Existem questões que nos colocam mais vulneráveis em algumas situações. No entanto, a coisa é tão grandiosa que a Organização Mundial de Saúde (OMS) se pronuncia dizendo que uma em cada três mulheres vai sofrer algum tipo de violência na vida.

É um número muito alto para que a gente possa pensar até mesmo em um padrão. O abusador, por outro lado, segue um padrão. Começa com um "excesso de amor", de cuidado e, muitas vezes – vale dizer que não se pode generalizar, é claro –, a gente precisa pensar nas nossas relações iniciais de cuidado.

Em relação à vítima, formos pensar em uma questão de gênero, pela via das mulheres, são aquelas que confundem migalha com banquete, em que aquele pouco de afeto que lhes é dado se torna muito, e essa teia vai ficando cada vez maior e vai capturando, literalmente, para esse tipo de relacionamento.

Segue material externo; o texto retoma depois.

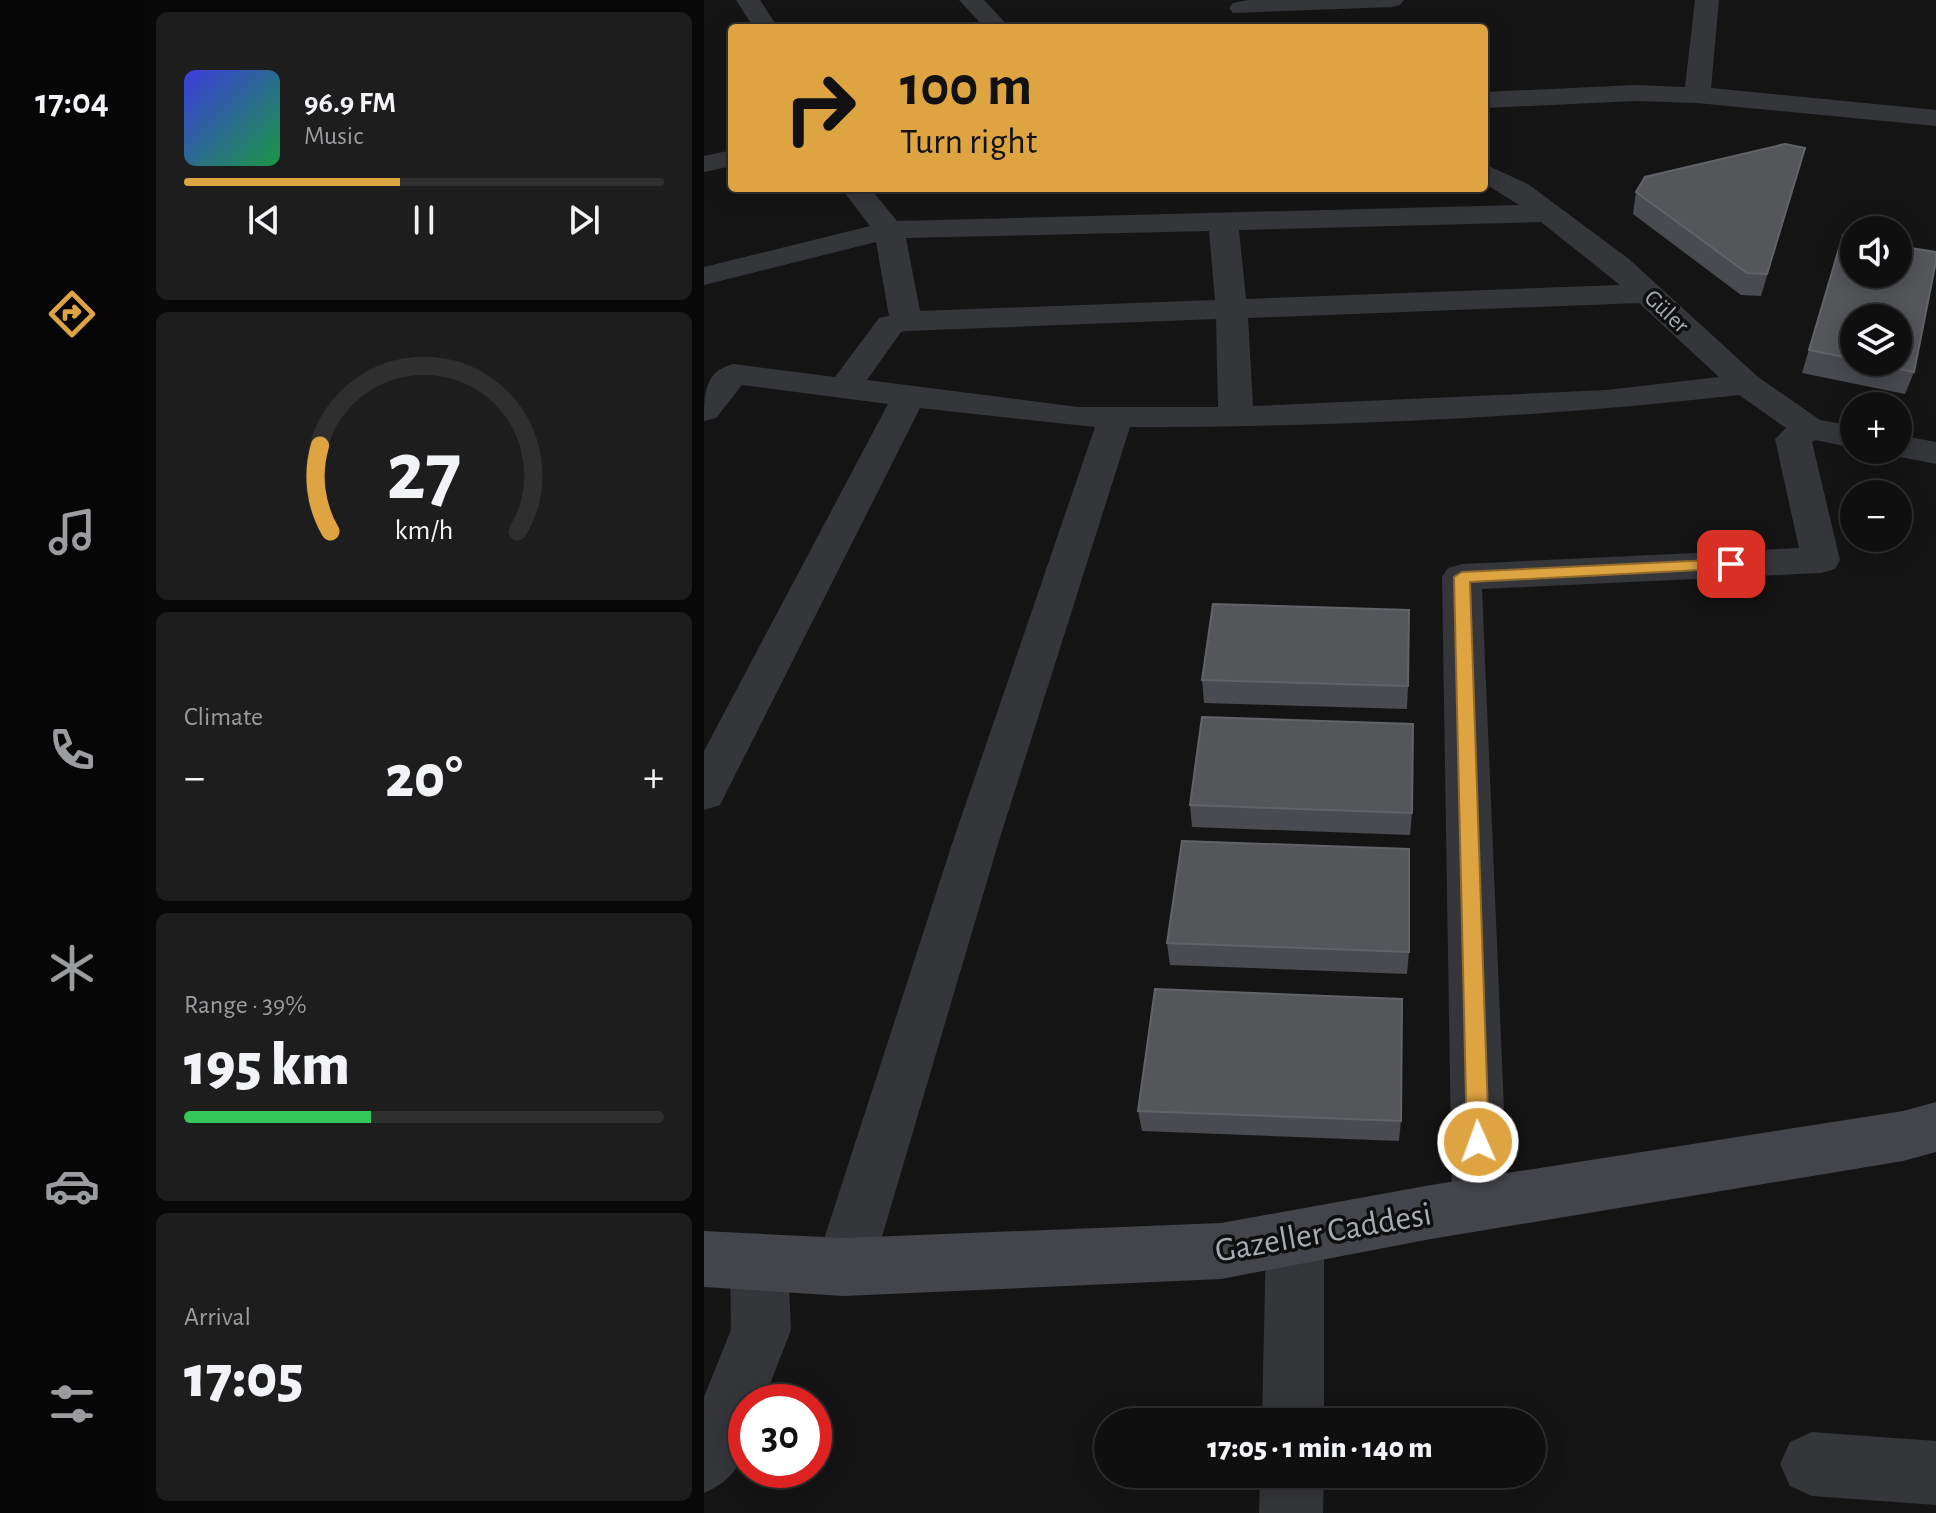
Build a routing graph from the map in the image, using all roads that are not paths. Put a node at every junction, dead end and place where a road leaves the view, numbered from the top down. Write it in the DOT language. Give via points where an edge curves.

O que motivou a entrevista foi a questão do relacionamento entre a atriz Carla Diaz e o Arthur, no Big Brother Brasil (BBB21). Há muitos comentários se o relacionamento entre os dois é ou não abusivo, além disso: existe possibilidade de um relacionamento que é abusivo deixar de ser abusivo ou uma vez abusivo sempre abusivo?

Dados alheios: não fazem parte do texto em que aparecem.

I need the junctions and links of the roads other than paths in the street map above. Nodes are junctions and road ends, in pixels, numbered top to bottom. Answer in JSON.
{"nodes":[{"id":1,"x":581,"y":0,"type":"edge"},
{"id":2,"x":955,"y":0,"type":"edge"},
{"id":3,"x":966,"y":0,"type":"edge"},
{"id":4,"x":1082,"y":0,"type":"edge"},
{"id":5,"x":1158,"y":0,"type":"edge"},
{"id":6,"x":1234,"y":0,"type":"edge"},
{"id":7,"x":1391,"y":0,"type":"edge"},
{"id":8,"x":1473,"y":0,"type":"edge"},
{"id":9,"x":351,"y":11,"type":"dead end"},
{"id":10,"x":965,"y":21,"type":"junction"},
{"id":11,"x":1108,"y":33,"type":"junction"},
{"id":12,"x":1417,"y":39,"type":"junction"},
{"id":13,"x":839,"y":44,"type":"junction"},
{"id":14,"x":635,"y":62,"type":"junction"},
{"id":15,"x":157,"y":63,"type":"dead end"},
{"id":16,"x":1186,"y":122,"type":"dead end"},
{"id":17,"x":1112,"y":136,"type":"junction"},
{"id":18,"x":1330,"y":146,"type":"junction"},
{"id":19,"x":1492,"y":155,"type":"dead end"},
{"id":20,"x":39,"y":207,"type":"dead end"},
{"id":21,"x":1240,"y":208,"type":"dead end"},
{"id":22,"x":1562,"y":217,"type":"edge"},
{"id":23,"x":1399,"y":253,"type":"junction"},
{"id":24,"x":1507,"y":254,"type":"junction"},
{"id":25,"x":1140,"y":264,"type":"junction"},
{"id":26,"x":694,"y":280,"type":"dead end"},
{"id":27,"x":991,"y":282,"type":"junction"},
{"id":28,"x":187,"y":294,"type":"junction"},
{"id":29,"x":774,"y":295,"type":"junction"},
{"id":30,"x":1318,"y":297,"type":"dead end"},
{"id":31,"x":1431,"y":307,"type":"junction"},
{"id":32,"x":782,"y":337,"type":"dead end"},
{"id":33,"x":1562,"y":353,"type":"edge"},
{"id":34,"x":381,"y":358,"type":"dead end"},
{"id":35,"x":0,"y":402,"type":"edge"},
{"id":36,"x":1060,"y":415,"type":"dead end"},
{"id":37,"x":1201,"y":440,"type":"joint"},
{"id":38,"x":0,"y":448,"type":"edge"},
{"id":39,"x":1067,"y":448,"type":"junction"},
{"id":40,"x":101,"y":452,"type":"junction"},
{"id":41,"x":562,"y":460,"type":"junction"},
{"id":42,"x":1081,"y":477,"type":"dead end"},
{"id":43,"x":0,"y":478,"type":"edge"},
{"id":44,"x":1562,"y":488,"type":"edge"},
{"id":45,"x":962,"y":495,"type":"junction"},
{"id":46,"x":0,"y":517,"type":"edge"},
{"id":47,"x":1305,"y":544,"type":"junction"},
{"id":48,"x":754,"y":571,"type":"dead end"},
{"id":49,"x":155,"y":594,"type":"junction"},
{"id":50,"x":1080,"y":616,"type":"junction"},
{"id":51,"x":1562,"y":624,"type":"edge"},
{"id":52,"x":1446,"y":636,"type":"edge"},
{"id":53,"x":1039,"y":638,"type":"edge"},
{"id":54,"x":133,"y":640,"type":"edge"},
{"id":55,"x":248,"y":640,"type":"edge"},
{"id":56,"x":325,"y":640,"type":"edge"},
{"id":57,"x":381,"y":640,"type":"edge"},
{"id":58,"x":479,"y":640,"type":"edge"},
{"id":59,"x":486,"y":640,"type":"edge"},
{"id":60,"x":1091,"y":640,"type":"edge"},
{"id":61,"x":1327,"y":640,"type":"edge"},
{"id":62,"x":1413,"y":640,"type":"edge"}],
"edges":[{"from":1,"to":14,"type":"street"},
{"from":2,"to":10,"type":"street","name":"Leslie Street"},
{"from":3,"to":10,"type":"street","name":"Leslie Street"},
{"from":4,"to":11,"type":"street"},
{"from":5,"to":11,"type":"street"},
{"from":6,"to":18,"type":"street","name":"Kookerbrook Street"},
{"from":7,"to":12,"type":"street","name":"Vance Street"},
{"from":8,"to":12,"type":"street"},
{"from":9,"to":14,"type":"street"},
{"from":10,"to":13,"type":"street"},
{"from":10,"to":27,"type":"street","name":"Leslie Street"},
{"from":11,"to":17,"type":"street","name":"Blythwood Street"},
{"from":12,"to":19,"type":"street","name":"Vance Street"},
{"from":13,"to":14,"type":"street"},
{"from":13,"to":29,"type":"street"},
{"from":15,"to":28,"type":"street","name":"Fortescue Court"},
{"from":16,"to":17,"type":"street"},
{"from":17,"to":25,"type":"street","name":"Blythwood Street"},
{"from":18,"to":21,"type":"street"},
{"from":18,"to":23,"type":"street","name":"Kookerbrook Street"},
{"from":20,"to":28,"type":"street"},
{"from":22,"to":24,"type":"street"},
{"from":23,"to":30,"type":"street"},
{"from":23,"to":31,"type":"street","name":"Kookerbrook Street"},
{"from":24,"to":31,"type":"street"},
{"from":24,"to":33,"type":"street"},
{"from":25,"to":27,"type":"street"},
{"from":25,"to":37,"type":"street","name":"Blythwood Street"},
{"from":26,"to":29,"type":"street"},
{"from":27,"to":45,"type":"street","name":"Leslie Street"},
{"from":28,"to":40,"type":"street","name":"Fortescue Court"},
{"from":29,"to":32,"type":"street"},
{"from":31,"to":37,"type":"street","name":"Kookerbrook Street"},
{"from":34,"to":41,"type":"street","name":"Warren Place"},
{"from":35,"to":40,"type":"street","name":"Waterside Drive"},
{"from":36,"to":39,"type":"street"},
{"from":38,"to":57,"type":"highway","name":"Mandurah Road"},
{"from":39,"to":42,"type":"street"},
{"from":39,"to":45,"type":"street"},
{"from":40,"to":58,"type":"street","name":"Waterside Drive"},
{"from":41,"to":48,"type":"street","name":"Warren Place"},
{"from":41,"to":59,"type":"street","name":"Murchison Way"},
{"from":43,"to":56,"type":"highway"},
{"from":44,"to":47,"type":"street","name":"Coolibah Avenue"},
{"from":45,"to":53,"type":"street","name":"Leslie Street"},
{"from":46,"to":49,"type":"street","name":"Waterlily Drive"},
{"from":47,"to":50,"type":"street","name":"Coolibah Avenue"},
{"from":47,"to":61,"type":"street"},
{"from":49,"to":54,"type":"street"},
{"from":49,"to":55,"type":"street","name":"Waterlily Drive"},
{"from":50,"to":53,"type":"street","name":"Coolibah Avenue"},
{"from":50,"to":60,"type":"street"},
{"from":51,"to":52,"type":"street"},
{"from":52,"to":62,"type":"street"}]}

Respondendo primeiro a última pergunta: é difícil, mas não é impossível. Uma das propostas quando você começa a perceber um relacionamento abusivo é conversar com o abusador, se isso for possível nessa relação.

No entanto, confesso que é muito difícil, até porque é difícil a vítima entender que está em um relacionamento abusivo, que é quando algo já parte para a via do excesso.

Com relação ao caso específico do Big Brother, a gente precisa lembrar que eles vivem ali dentro é um recorte, porque eles estão vivendo em um mundo paralelo.

Contudo, se existe alguma situação de desentendimento em que ele surge com um ato de romantismo que tem como objetivo final silenciar o outro, a gente começa a ver que ali há um relacionamento abusivo.

O relacionamento abusivo é um ciclo em que a tensão vai aumentando. Ele começa esse excesso de cuidado, de zelo, de ciúme, até vir propriamente a violência, quer seja física, psicológica ou moral.

Depois que a violência é cometida, vem o remorso desse abusador com falas como "Eu não queria ter feito isso; Eu jamais faria isso; Foi você que fez eu praticar isso dessa forma, porque eu não sou assim". 


Há elementos que possam auxiliar alguém que esteja nos lendo a ter a percepção de que pode estar sendo vítima do abuso?

Primeiro, é preciso se reconhecer em um relacionamento abusivo. Enquanto eu não reconheço, isso é difícil. Afinal, só se precisa de ajuda quando se tem um problema. Se eu não tenho problema, eu não tenho ajuda.

Esse reconhecimento, de repente, pode vir de conversas com pessoas que passam ou passaram por situações semelhantes as que você está ou esteve, ou de grupos de apoio que, inclusive, puxam para a questão de gênero. Há um chamado "Mulheres que amam demais", em que você consegue escutar e compartilhar experiências semelhantes.

A partir disso, é possível procurar ajuda. Caso não consiga diretamente com familiares ou amigos próximos, pode-se conseguir com alguém que te escute e consiga pontuar que sim, você está vivendo relação abusiva.